The plant is equipped with four natural gas-fired package boilers. Process steam uses include blanchers, cookers, retorts, and heating of sanitation water.
Objective of ESA:
The objective of the Energy Savings Assessment (ESA) was to:
- Perform an abbreviated Energy Savings Assessment using the DOE’s suite of Steam Tools
- Train the staff in the use of the Steam Tools so that they can identify additional energy savings opportunities after the Energy Savings Assessment
- Enable Norpac to apply to other plants the knowledge gained in the Stayton ESA
Focus of Assessment:
Boilers, steam distribution system, condensate return system, and process uses of steam
Approach for ESA:
The approach of the training assessment was to provide training on DOE Steam Tools suite and use them to identify and analyze potential opportunities.
- Identified opportunities and best practices using the Steam System Scoping Tool (SSST)
- Modeled the steam system using the Steam System Assessment Tool (SSAT)
- Used SSAT to estimate savings from opportunities identified in SSST and plant tours
- Demonstrated the use of E3PLUS to evaluate insulation-related opportunities
General Observations of Potential Opportunities:
Annual Energy Consumption:
In 2006 the plant consumed 0.18 TBtu of natural gas and 30,105 MWh of electric energy.
||2006 Consumption (MMBtu)
Energy Savings Opportunities:
The following points should be considered when evaluating the potential opportunities identified on page 1 and described below:
- There is an opportunity to improve the plant instrumentation and data recording systems. This will enable plant staff to gain additional insight into steam system performance and to have greater confidence in the results of the baseline SSAT model and potential energy savings opportunities. There are no steam meters at the plant. Total steam consumption was estimated based on total gas consumption and estimates of boiler efficiency. There was no data available to support the allocation of the estimated total steam flow to the HP and LP headers.

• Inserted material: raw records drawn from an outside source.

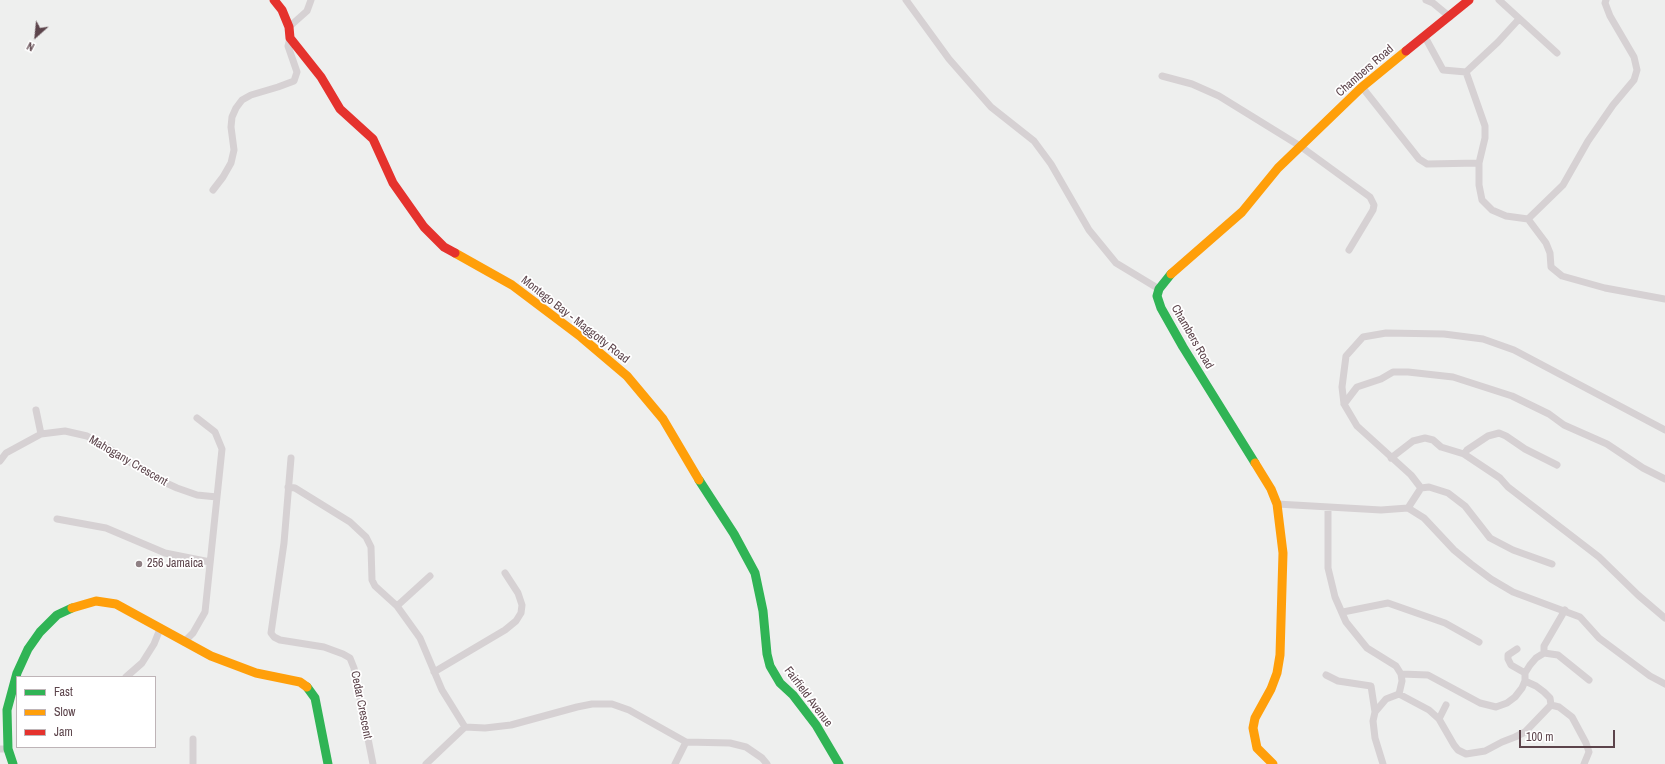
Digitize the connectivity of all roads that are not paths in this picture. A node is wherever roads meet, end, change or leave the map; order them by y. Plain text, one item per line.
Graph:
1 (274, 0) edge
2 (310, 0) edge
3 (906, 0) edge
4 (1426, 0) edge
5 (1469, 0) edge
6 (1499, 0) edge
7 (1606, 0) edge
8 (1450, 17) junction
9 (1519, 19) junction
10 (289, 27) junction
11 (1425, 37) junction
12 (290, 38) junction
13 (1557, 52) dead end
14 (1466, 72) junction
15 (1162, 76) dead end
16 (1362, 87) junction
17 (1300, 146) junction
18 (1479, 163) junction
19 (212, 190) dead end
20 (1528, 219) junction
21 (1349, 250) dead end
22 (1159, 290) junction
23 (1665, 300) edge
24 (1344, 404) junction
25 (36, 410) dead end
26 (197, 418) dead end
27 (1665, 430) edge
28 (41, 434) junction
29 (1464, 454) junction
30 (291, 458) dead end
31 (1391, 458) junction
32 (0, 461) edge
33 (1557, 465) dead end
34 (1665, 479) edge
35 (288, 487) junction
36 (1421, 488) junction
37 (217, 497) junction
38 (1277, 504) junction
39 (1328, 507) junction
40 (1408, 508) junction
41 (57, 520) dead end
42 (210, 562) junction
43 (1552, 564) dead end
44 (505, 573) dead end
45 (430, 576) dead end
46 (397, 606) junction
47 (1565, 610) junction
48 (1343, 612) junction
49 (1665, 618) edge
50 (160, 629) junction
51 (184, 642) junction
52 (1479, 642) dead end
53 (1517, 649) dead end
54 (1544, 653) junction
55 (770, 666) joint
56 (434, 672) junction
57 (1401, 674) junction
58 (1326, 675) dead end
59 (127, 676) edge
60 (1525, 677) junction
61 (1589, 680) dead end
62 (1665, 684) edge
63 (1399, 694) junction
64 (1446, 705) dead end
65 (1551, 705) junction
66 (1375, 712) junction
67 (1439, 719) junction
68 (465, 727) junction
69 (193, 739) dead end
70 (686, 742) junction
71 (4, 749) edge
72 (13, 764) edge
73 (193, 764) edge
74 (328, 764) edge
75 (372, 764) edge
76 (426, 764) edge
77 (674, 764) edge
78 (767, 764) edge
79 (839, 764) edge
80 (1273, 764) edge
81 (1383, 764) edge
82 (1584, 764) edge

1 - 10 street
2 - 10 street
3 - 22 street
4 - 8 street
5 - 8 street, Chambers Road
6 - 9 street
7 - 20 street
8 - 11 street, Chambers Road
9 - 13 street
9 - 14 street
10 - 12 street
11 - 14 street
11 - 16 street, Chambers Road
12 - 19 street
12 - 55 street, Montego Bay - Maggotty Road
14 - 18 street
15 - 17 street
16 - 17 street, Chambers Road
16 - 18 street
17 - 21 street
17 - 22 street, Chambers Road
18 - 20 street
20 - 23 street
22 - 38 street, Chambers Road
24 - 27 street
24 - 31 street
24 - 34 street
25 - 28 street
26 - 37 street
28 - 32 street, Mahogany Crescent
28 - 37 street, Mahogany Crescent
29 - 31 street
29 - 33 street
29 - 49 street
30 - 35 street
31 - 36 street
35 - 46 street
35 - 75 street, Cedar Crescent
36 - 40 street
36 - 43 street
37 - 42 street
38 - 39 street
38 - 80 street, Chambers Road
39 - 40 street
39 - 48 street
40 - 47 street
41 - 42 street
42 - 51 street
44 - 56 street
45 - 46 street
46 - 56 street
47 - 54 street
47 - 62 street
48 - 52 street
48 - 57 street
50 - 51 street
50 - 59 street
50 - 71 street
51 - 74 street
53 - 60 street
54 - 60 street
54 - 61 street
55 - 79 street, Fairfield Avenue
56 - 68 street
57 - 60 street
57 - 63 street
58 - 66 street
60 - 65 street
63 - 66 street
63 - 67 street
64 - 67 street
65 - 67 street
65 - 82 street
66 - 81 street
68 - 70 street
68 - 76 street
69 - 73 street
70 - 77 street
70 - 78 street
71 - 72 street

- The estimated savings of most of the individual opportunities described in this report will be influenced by decisions made regarding other individual opportunities. In other words, the total savings will be different than the sum of the individual projects.
- During this training assessment, the plant was modeled in SSAT using annual average data. But because the plant has two distinct operating seasons, it will be useful for Norpac to use the knowledge gained during the training to create two or more models that more accurately reflect plant operating modes.
- The seasonal nature of some energy-intensive operations and the significant distances between some steam system components make it difficult to justify, from an economic perspective, some types of energy savings opportunities.
- There are some energy savings opportunities associated with end-use equipment such as blanchers, continuous cookers, and retorts; however, SSAT is not designed to analyze specific pieces of end-use equipment. To estimate savings associated with these types of equipment, Norpac will have to first perform some non-SSAT analyses. The results of some of those analyses can be entered into SSAT to estimate the economic impacts on the overall steam system. For example, steam demand savings estimated in a non-SSAT analysis of blancher performance or operation can be entered in SSAT Project 1 (Reduce Steam Savings)1.
1 The DOE’s Steam System Assessment Tool (SSAT) includes a number of predefined energy savings opportunities common to many, but not all, industrial steam systems. The opportunities are referred to in SSAT as Projects. Project 1 is simply a reduction in facility steam demand.